[Stored items]
[Start of section]

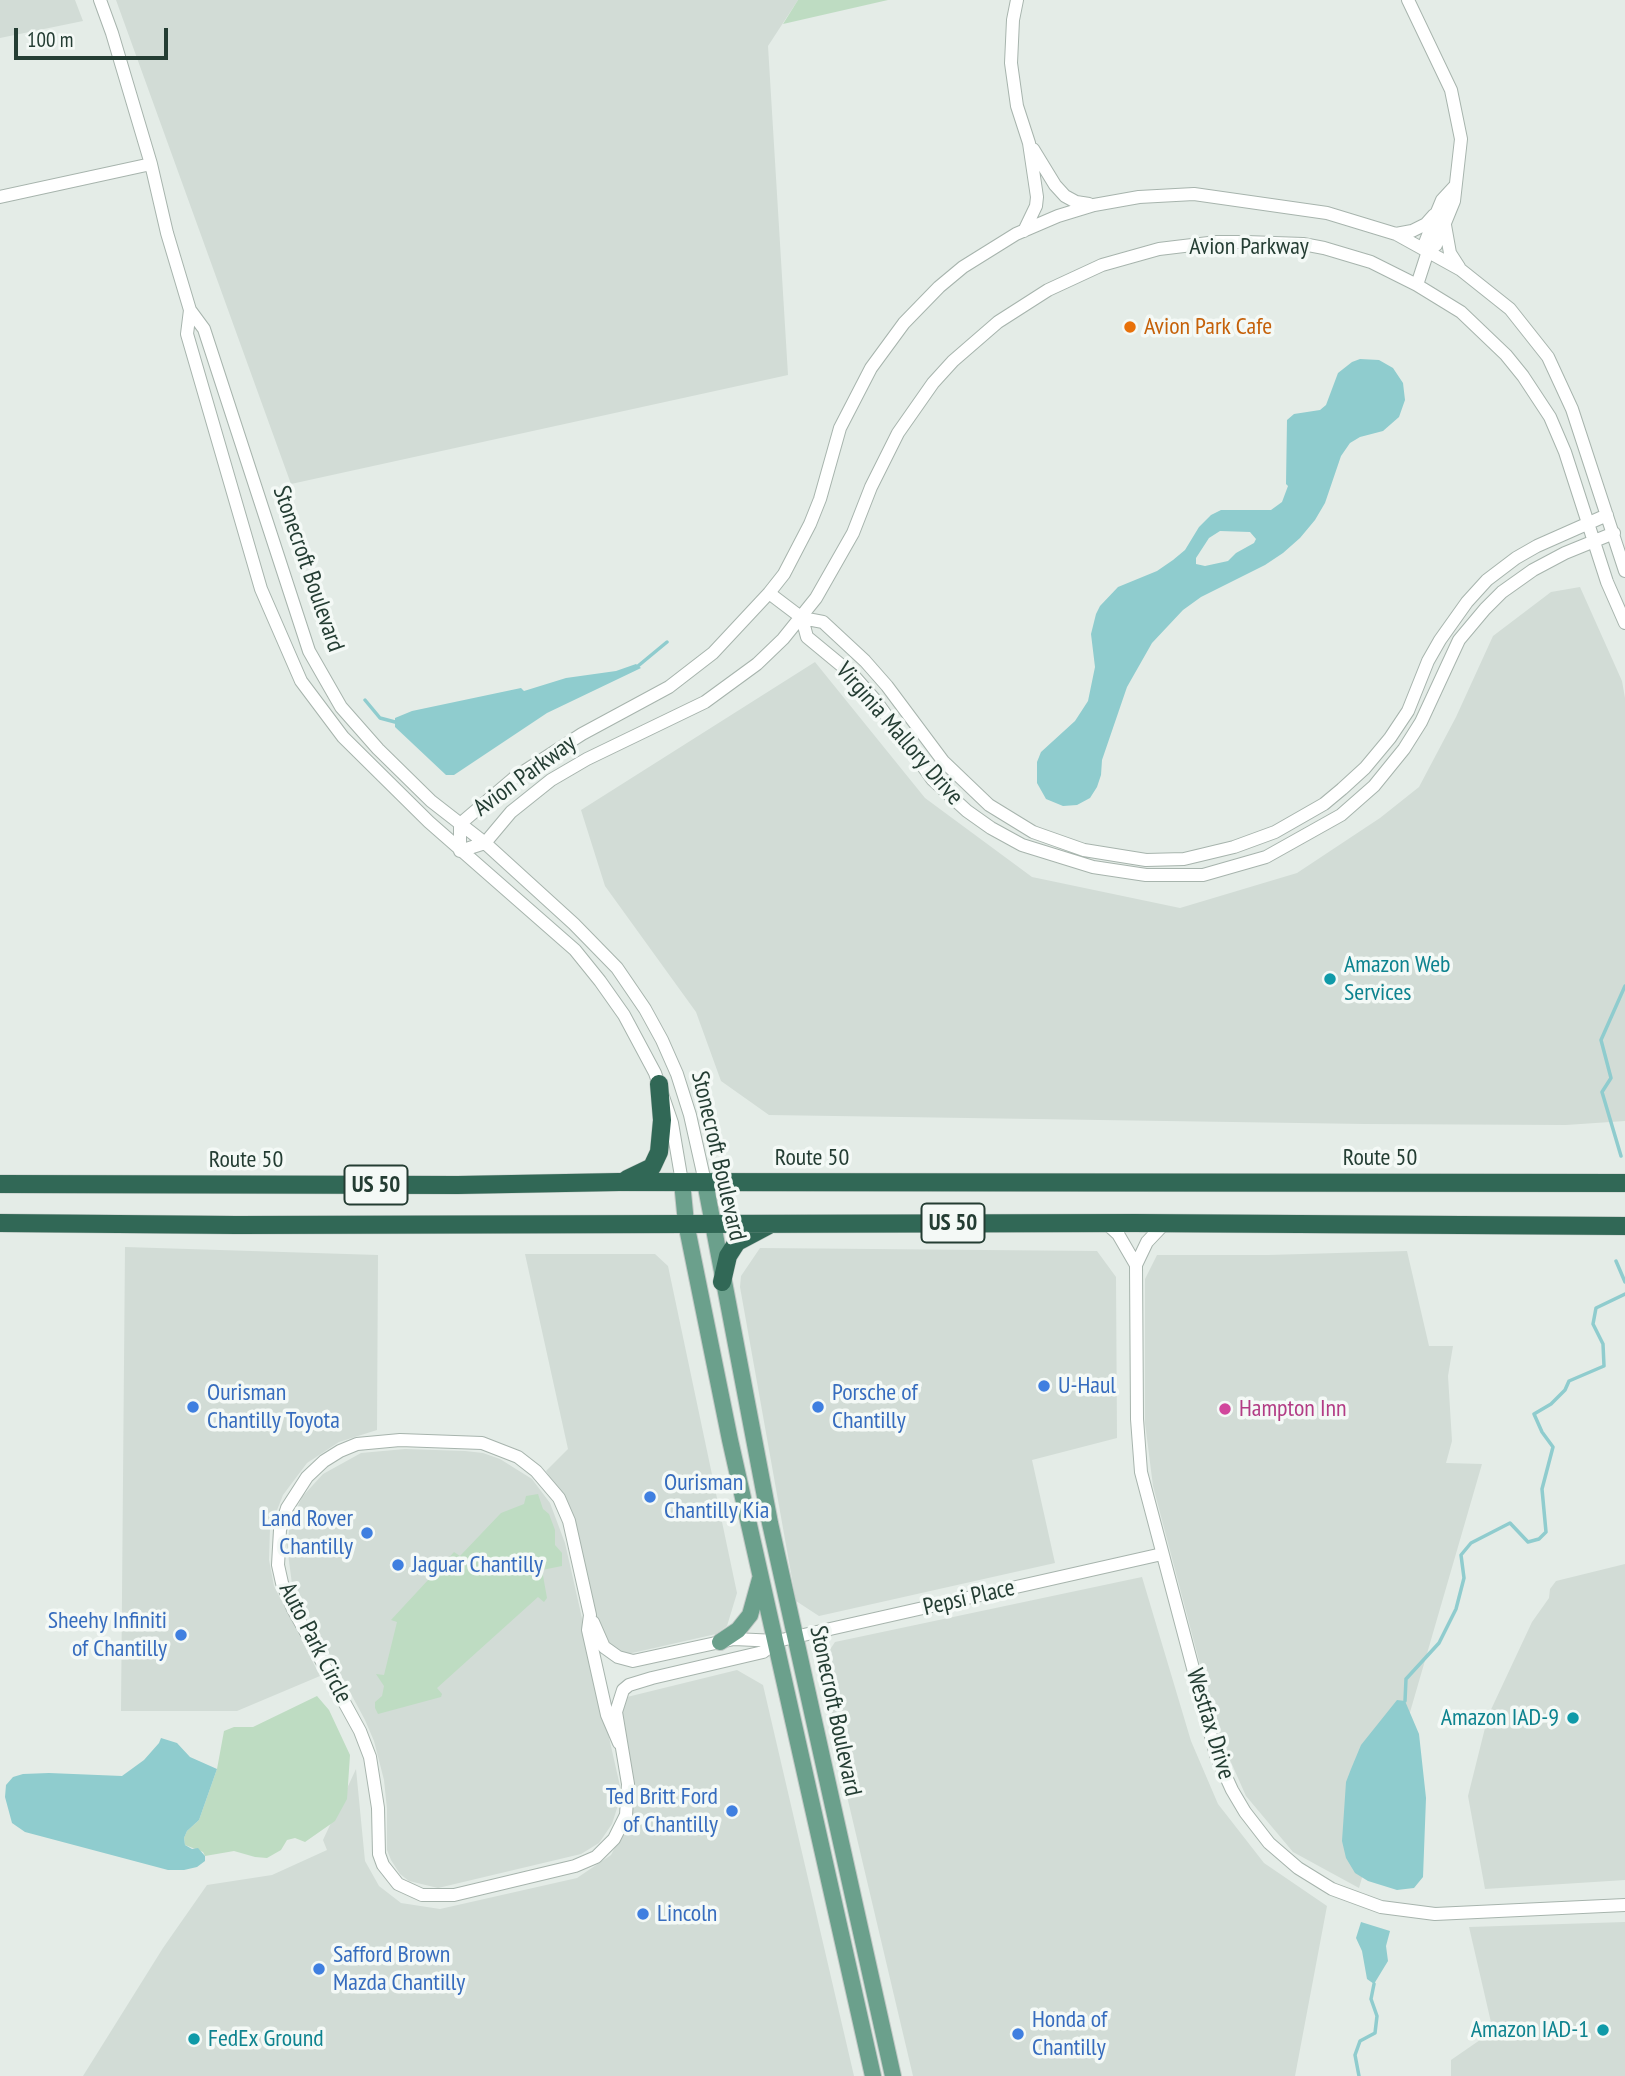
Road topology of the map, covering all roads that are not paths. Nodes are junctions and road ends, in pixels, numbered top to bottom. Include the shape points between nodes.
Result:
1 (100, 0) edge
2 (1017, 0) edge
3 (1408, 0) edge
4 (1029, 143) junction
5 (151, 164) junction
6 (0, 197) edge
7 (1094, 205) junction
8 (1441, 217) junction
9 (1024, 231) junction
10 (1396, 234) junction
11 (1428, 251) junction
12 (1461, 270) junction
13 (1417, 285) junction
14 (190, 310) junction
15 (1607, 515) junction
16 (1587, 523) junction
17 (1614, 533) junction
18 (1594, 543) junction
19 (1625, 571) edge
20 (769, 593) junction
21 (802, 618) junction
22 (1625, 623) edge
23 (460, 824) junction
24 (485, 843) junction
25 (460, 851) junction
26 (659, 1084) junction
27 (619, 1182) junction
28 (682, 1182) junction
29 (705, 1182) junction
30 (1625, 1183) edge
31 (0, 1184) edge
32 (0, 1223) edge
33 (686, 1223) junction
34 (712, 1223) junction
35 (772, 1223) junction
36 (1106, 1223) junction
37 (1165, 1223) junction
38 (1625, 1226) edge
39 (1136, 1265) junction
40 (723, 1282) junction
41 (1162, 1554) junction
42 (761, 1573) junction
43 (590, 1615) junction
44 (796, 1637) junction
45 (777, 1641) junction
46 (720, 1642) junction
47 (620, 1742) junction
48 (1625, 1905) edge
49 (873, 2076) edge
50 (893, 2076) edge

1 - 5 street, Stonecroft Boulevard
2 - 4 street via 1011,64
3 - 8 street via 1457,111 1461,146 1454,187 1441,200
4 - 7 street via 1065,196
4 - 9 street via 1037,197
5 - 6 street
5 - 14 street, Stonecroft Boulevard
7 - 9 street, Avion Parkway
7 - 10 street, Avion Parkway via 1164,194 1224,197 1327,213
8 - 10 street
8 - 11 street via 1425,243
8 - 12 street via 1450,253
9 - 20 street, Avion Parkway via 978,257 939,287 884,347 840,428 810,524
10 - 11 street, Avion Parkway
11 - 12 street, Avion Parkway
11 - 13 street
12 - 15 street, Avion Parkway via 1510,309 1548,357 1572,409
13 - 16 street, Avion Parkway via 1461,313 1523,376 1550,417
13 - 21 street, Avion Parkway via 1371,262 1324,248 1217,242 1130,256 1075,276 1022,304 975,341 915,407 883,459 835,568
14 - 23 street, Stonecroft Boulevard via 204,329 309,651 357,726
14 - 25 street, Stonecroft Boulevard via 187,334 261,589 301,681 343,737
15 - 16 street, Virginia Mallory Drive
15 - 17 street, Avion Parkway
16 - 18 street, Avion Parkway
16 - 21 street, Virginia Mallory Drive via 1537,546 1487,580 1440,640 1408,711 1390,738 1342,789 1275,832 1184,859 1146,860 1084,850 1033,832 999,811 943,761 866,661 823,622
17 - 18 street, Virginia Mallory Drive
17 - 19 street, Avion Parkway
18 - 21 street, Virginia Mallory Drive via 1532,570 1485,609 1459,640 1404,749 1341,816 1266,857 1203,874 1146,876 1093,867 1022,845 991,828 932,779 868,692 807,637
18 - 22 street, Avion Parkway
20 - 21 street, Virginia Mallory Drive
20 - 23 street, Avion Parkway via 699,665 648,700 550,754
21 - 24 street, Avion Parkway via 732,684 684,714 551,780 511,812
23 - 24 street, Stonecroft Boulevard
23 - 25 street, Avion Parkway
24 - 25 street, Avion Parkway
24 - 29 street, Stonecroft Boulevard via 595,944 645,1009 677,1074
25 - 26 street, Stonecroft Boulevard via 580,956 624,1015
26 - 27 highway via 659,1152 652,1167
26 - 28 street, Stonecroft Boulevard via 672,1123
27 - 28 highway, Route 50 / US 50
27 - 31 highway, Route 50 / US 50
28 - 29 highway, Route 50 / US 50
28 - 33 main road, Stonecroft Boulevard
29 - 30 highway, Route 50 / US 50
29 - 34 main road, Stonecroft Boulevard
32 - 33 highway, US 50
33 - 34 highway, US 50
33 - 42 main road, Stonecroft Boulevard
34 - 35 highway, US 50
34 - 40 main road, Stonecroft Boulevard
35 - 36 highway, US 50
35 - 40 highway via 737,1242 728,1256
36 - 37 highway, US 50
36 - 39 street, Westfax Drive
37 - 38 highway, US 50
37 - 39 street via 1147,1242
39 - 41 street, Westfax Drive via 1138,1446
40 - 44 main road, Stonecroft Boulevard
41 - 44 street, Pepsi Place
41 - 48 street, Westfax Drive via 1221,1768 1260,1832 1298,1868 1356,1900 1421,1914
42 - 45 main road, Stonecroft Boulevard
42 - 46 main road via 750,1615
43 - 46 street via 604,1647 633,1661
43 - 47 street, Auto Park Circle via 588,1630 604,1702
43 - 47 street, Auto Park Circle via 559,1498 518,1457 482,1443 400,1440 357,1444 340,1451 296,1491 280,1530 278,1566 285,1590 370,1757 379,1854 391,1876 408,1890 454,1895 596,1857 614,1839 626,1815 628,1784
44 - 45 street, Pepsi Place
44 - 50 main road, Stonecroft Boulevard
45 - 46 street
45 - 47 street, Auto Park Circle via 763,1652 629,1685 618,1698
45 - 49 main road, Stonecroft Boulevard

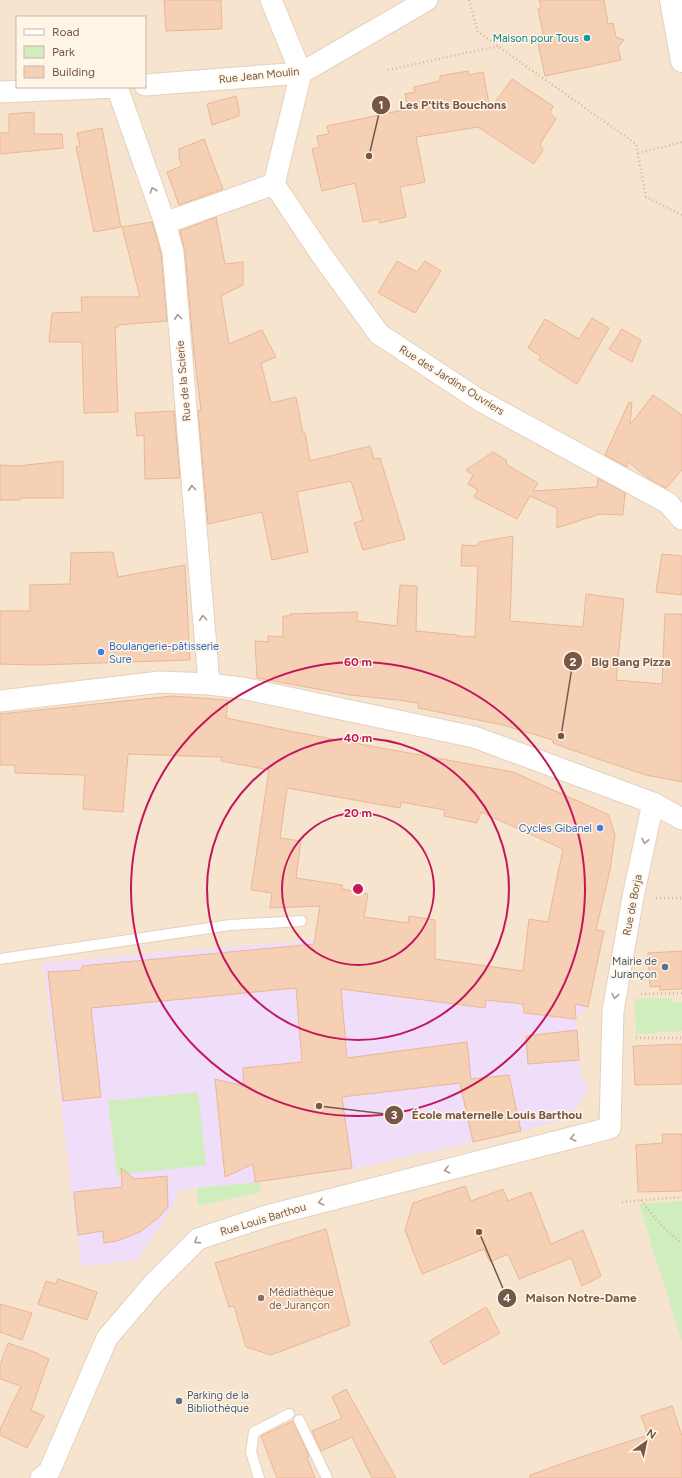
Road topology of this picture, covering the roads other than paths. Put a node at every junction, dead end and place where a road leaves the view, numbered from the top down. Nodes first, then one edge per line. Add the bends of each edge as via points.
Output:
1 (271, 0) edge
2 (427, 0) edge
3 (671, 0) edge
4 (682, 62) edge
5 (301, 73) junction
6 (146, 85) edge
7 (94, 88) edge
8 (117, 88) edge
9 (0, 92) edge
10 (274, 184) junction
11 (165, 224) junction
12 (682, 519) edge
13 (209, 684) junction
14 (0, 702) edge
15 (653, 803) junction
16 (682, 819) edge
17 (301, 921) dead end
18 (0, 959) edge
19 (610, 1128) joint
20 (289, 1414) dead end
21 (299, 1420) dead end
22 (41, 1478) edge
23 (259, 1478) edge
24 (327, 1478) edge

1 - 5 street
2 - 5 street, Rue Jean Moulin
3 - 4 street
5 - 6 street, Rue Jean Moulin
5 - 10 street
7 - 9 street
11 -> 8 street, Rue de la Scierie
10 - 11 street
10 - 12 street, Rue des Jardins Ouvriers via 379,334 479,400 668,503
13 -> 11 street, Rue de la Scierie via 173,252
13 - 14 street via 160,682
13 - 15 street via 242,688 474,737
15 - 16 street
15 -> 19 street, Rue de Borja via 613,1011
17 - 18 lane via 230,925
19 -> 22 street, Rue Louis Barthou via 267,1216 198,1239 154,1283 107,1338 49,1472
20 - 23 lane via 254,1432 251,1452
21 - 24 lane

[End of section]

EXERCISE DIRECTIONS:
Each line of the data must be restated exactly, and the pictures must be left out.

SOLUTION TO THIS PROBLEM:
Road topology of the map, covering all roads that are not paths. Nodes are junctions and road ends, in pixels, numbered top to bottom. Include the shape points between nodes.
Result:
1 (100, 0) edge
2 (1017, 0) edge
3 (1408, 0) edge
4 (1029, 143) junction
5 (151, 164) junction
6 (0, 197) edge
7 (1094, 205) junction
8 (1441, 217) junction
9 (1024, 231) junction
10 (1396, 234) junction
11 (1428, 251) junction
12 (1461, 270) junction
13 (1417, 285) junction
14 (190, 310) junction
15 (1607, 515) junction
16 (1587, 523) junction
17 (1614, 533) junction
18 (1594, 543) junction
19 (1625, 571) edge
20 (769, 593) junction
21 (802, 618) junction
22 (1625, 623) edge
23 (460, 824) junction
24 (485, 843) junction
25 (460, 851) junction
26 (659, 1084) junction
27 (619, 1182) junction
28 (682, 1182) junction
29 (705, 1182) junction
30 (1625, 1183) edge
31 (0, 1184) edge
32 (0, 1223) edge
33 (686, 1223) junction
34 (712, 1223) junction
35 (772, 1223) junction
36 (1106, 1223) junction
37 (1165, 1223) junction
38 (1625, 1226) edge
39 (1136, 1265) junction
40 (723, 1282) junction
41 (1162, 1554) junction
42 (761, 1573) junction
43 (590, 1615) junction
44 (796, 1637) junction
45 (777, 1641) junction
46 (720, 1642) junction
47 (620, 1742) junction
48 (1625, 1905) edge
49 (873, 2076) edge
50 (893, 2076) edge

1 - 5 street, Stonecroft Boulevard
2 - 4 street via 1011,64
3 - 8 street via 1457,111 1461,146 1454,187 1441,200
4 - 7 street via 1065,196
4 - 9 street via 1037,197
5 - 6 street
5 - 14 street, Stonecroft Boulevard
7 - 9 street, Avion Parkway
7 - 10 street, Avion Parkway via 1164,194 1224,197 1327,213
8 - 10 street
8 - 11 street via 1425,243
8 - 12 street via 1450,253
9 - 20 street, Avion Parkway via 978,257 939,287 884,347 840,428 810,524
10 - 11 street, Avion Parkway
11 - 12 street, Avion Parkway
11 - 13 street
12 - 15 street, Avion Parkway via 1510,309 1548,357 1572,409
13 - 16 street, Avion Parkway via 1461,313 1523,376 1550,417
13 - 21 street, Avion Parkway via 1371,262 1324,248 1217,242 1130,256 1075,276 1022,304 975,341 915,407 883,459 835,568
14 - 23 street, Stonecroft Boulevard via 204,329 309,651 357,726
14 - 25 street, Stonecroft Boulevard via 187,334 261,589 301,681 343,737
15 - 16 street, Virginia Mallory Drive
15 - 17 street, Avion Parkway
16 - 18 street, Avion Parkway
16 - 21 street, Virginia Mallory Drive via 1537,546 1487,580 1440,640 1408,711 1390,738 1342,789 1275,832 1184,859 1146,860 1084,850 1033,832 999,811 943,761 866,661 823,622
17 - 18 street, Virginia Mallory Drive
17 - 19 street, Avion Parkway
18 - 21 street, Virginia Mallory Drive via 1532,570 1485,609 1459,640 1404,749 1341,816 1266,857 1203,874 1146,876 1093,867 1022,845 991,828 932,779 868,692 807,637
18 - 22 street, Avion Parkway
20 - 21 street, Virginia Mallory Drive
20 - 23 street, Avion Parkway via 699,665 648,700 550,754
21 - 24 street, Avion Parkway via 732,684 684,714 551,780 511,812
23 - 24 street, Stonecroft Boulevard
23 - 25 street, Avion Parkway
24 - 25 street, Avion Parkway
24 - 29 street, Stonecroft Boulevard via 595,944 645,1009 677,1074
25 - 26 street, Stonecroft Boulevard via 580,956 624,1015
26 - 27 highway via 659,1152 652,1167
26 - 28 street, Stonecroft Boulevard via 672,1123
27 - 28 highway, Route 50 / US 50
27 - 31 highway, Route 50 / US 50
28 - 29 highway, Route 50 / US 50
28 - 33 main road, Stonecroft Boulevard
29 - 30 highway, Route 50 / US 50
29 - 34 main road, Stonecroft Boulevard
32 - 33 highway, US 50
33 - 34 highway, US 50
33 - 42 main road, Stonecroft Boulevard
34 - 35 highway, US 50
34 - 40 main road, Stonecroft Boulevard
35 - 36 highway, US 50
35 - 40 highway via 737,1242 728,1256
36 - 37 highway, US 50
36 - 39 street, Westfax Drive
37 - 38 highway, US 50
37 - 39 street via 1147,1242
39 - 41 street, Westfax Drive via 1138,1446
40 - 44 main road, Stonecroft Boulevard
41 - 44 street, Pepsi Place
41 - 48 street, Westfax Drive via 1221,1768 1260,1832 1298,1868 1356,1900 1421,1914
42 - 45 main road, Stonecroft Boulevard
42 - 46 main road via 750,1615
43 - 46 street via 604,1647 633,1661
43 - 47 street, Auto Park Circle via 588,1630 604,1702
43 - 47 street, Auto Park Circle via 559,1498 518,1457 482,1443 400,1440 357,1444 340,1451 296,1491 280,1530 278,1566 285,1590 370,1757 379,1854 391,1876 408,1890 454,1895 596,1857 614,1839 626,1815 628,1784
44 - 45 street, Pepsi Place
44 - 50 main road, Stonecroft Boulevard
45 - 46 street
45 - 47 street, Auto Park Circle via 763,1652 629,1685 618,1698
45 - 49 main road, Stonecroft Boulevard

Road topology of this picture, covering the roads other than paths. Put a node at every junction, dead end and place where a road leaves the view, numbered from the top down. Nodes first, then one edge per line. Add the bends of each edge as via points.
Output:
1 (271, 0) edge
2 (427, 0) edge
3 (671, 0) edge
4 (682, 62) edge
5 (301, 73) junction
6 (146, 85) edge
7 (94, 88) edge
8 (117, 88) edge
9 (0, 92) edge
10 (274, 184) junction
11 (165, 224) junction
12 (682, 519) edge
13 (209, 684) junction
14 (0, 702) edge
15 (653, 803) junction
16 (682, 819) edge
17 (301, 921) dead end
18 (0, 959) edge
19 (610, 1128) joint
20 (289, 1414) dead end
21 (299, 1420) dead end
22 (41, 1478) edge
23 (259, 1478) edge
24 (327, 1478) edge

1 - 5 street
2 - 5 street, Rue Jean Moulin
3 - 4 street
5 - 6 street, Rue Jean Moulin
5 - 10 street
7 - 9 street
11 -> 8 street, Rue de la Scierie
10 - 11 street
10 - 12 street, Rue des Jardins Ouvriers via 379,334 479,400 668,503
13 -> 11 street, Rue de la Scierie via 173,252
13 - 14 street via 160,682
13 - 15 street via 242,688 474,737
15 - 16 street
15 -> 19 street, Rue de Borja via 613,1011
17 - 18 lane via 230,925
19 -> 22 street, Rue Louis Barthou via 267,1216 198,1239 154,1283 107,1338 49,1472
20 - 23 lane via 254,1432 251,1452
21 - 24 lane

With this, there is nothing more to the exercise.